START RECORDS FOR THIS TASK

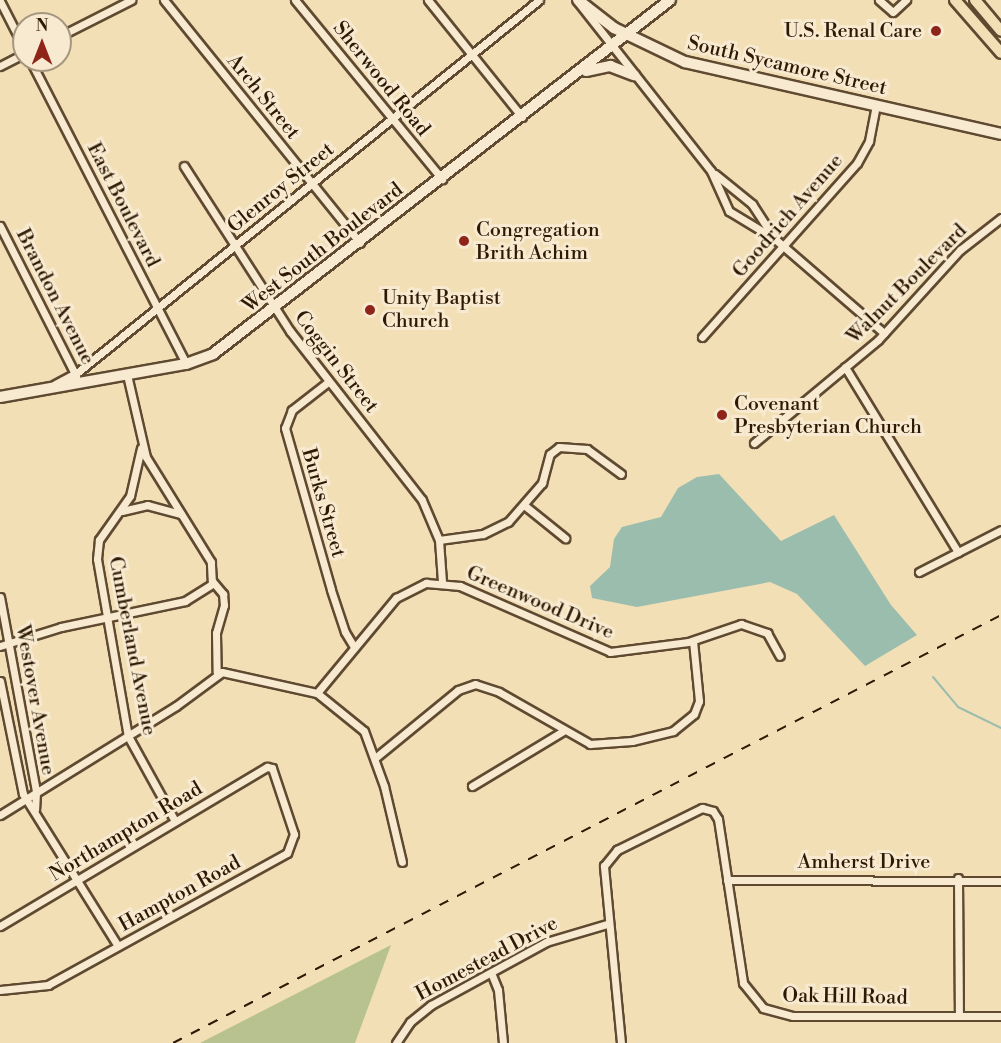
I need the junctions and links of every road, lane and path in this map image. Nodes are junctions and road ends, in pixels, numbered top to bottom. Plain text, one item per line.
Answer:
1 (131, 0) edge
2 (164, 0) edge
3 (295, 0) edge
4 (428, 0) edge
5 (539, 0) edge
6 (577, 0) edge
7 (670, 0) edge
8 (879, 0) edge
9 (906, 0) edge
10 (956, 0) edge
11 (975, 0) edge
12 (0, 1) edge
13 (12, 24) edge
14 (72, 30) edge
15 (1001, 31) edge
16 (626, 34) junction
17 (611, 46) junction
18 (1001, 53) edge
19 (472, 54) junction
20 (36, 72) edge
21 (577, 74) junction
22 (634, 75) junction
23 (876, 106) junction
24 (522, 117) junction
25 (392, 120) junction
26 (1001, 134) edge
27 (184, 166) dead end
28 (711, 171) junction
29 (442, 179) junction
30 (312, 184) junction
31 (1001, 218) edge
32 (0, 226) edge
33 (775, 239) junction
34 (360, 243) junction
35 (234, 246) junction
36 (784, 247) junction
37 (157, 309) junction
38 (275, 309) junction
39 (884, 333) junction
40 (702, 337) dead end
41 (186, 364) junction
42 (845, 367) junction
43 (128, 375) junction
44 (77, 379) junction
45 (328, 382) junction
46 (0, 397) edge
47 (141, 443) junction
48 (754, 443) dead end
49 (621, 474) dead end
50 (524, 505) junction
51 (120, 512) junction
52 (181, 514) junction
53 (1001, 530) edge
54 (565, 538) dead end
55 (439, 540) junction
56 (958, 552) junction
57 (918, 572) dead end
58 (213, 582) junction
59 (442, 582) junction
60 (0, 597) edge
61 (108, 617) junction
62 (693, 641) junction
63 (8, 644) junction
64 (0, 646) edge
65 (354, 647) junction
66 (780, 656) dead end
67 (217, 672) junction
68 (0, 681) edge
69 (317, 693) junction
70 (21, 717) junction
71 (7, 720) junction
72 (563, 731) junction
73 (128, 736) junction
74 (375, 758) junction
75 (269, 767) joint
76 (472, 786) dead end
77 (36, 792) junction
78 (26, 799) junction
79 (35, 809) junction
80 (0, 815) edge
81 (175, 821) junction
82 (402, 862) dead end
83 (958, 878) junction
84 (78, 880) junction
85 (726, 880) junction
86 (1001, 880) edge
87 (607, 924) junction
88 (0, 926) edge
89 (118, 946) junction
90 (492, 975) junction
91 (0, 990) edge
92 (958, 1016) junction
93 (1001, 1016) edge
94 (396, 1043) edge
95 (503, 1043) edge
96 (621, 1043) edge

1 - 14 street
2 - 30 street, Arch Street
3 - 25 street, Sherwood Road
4 - 19 street
5 - 19 street, Glenroy Street
6 - 16 street, South Sycamore Street
6 - 17 street, South Sycamore Street
7 - 16 street, West South Boulevard
8 - 9 street
10 - 18 main road
11 - 15 main road
12 - 13 street
16 - 17 street, West South Boulevard
16 - 23 street, South Sycamore Street
17 - 21 street, West South Boulevard
17 - 22 street, South Sycamore Street
19 - 24 street
19 - 25 street, Glenroy Street
20 - 37 street, East Boulevard
21 - 22 street
21 - 24 street, West South Boulevard
22 - 28 street, South Sycamore Street
23 - 26 street, South Sycamore Street
23 - 36 street, Goodrich Avenue
24 - 29 street, West South Boulevard
25 - 29 street, Sherwood Road
25 - 30 street, Glenroy Street
27 - 35 street, Coggin Street
28 - 33 street
28 - 33 street
29 - 34 street, West South Boulevard
30 - 34 street, Arch Street
30 - 35 street, Glenroy Street
31 - 39 street, Walnut Boulevard
32 - 44 street, Brandon Avenue
33 - 36 street
34 - 38 street, West South Boulevard
35 - 37 street, Glenroy Street
35 - 38 street, Coggin Street
36 - 39 street
36 - 40 street, Goodrich Avenue
37 - 41 street, East Boulevard
37 - 44 street, Glenroy Street
38 - 41 street, West South Boulevard
38 - 45 street, Coggin Street
39 - 42 street, Walnut Boulevard
41 - 43 street, West South Boulevard
42 - 48 street, Walnut Boulevard
42 - 56 street
43 - 44 street, West South Boulevard
43 - 47 street
44 - 46 street, West South Boulevard
45 - 55 street, Coggin Street
45 - 65 street, Burks Street
47 - 51 street, Cumberland Avenue
47 - 52 street
49 - 50 street
50 - 54 street
50 - 55 street
51 - 52 street
51 - 61 street, Cumberland Avenue
52 - 58 street
53 - 56 street
55 - 59 street, Coggin Street
56 - 57 street
58 - 61 street
58 - 67 street
59 - 62 street, Greenwood Drive
59 - 65 street, Greenwood Drive
60 - 63 street, Westover Avenue
61 - 63 street
61 - 73 street, Cumberland Avenue
62 - 66 street, Greenwood Drive
62 - 72 street
63 - 64 street
63 - 70 street, Westover Avenue
65 - 69 street, Greenwood Drive
67 - 69 street
67 - 73 street
68 - 71 street, Westover Avenue
69 - 74 street
70 - 71 street
70 - 77 street, Westover Avenue
71 - 78 street, Westover Avenue
72 - 74 street
72 - 76 street
73 - 77 street
73 - 81 street, Cumberland Avenue
74 - 82 street
75 - 81 street, Northampton Road
75 - 89 street, Hampton Road
77 - 78 street
77 - 79 street, Westover Avenue
78 - 79 street, Westover Avenue
78 - 80 street
79 - 84 street, Westover Avenue
81 - 84 street, Northampton Road
83 - 85 street, Amherst Drive
83 - 86 street, Amherst Drive
83 - 92 street
84 - 88 street, Northampton Road
84 - 89 street, Westover Avenue
85 - 87 street, Oak Hill Road
85 - 92 street, Oak Hill Road
87 - 90 street, Homestead Drive
87 - 96 street
89 - 91 street, Hampton Road
90 - 94 street, Homestead Drive
90 - 95 street
92 - 93 street, Oak Hill Road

END RECORDS FOR THIS TASK

**WORK TO COMPLETE**
Lines holding "Amherst" are the ones to copy; find all of them in the listing.

**TASK RESPONSE**
83 - 85 street, Amherst Drive
83 - 86 street, Amherst Drive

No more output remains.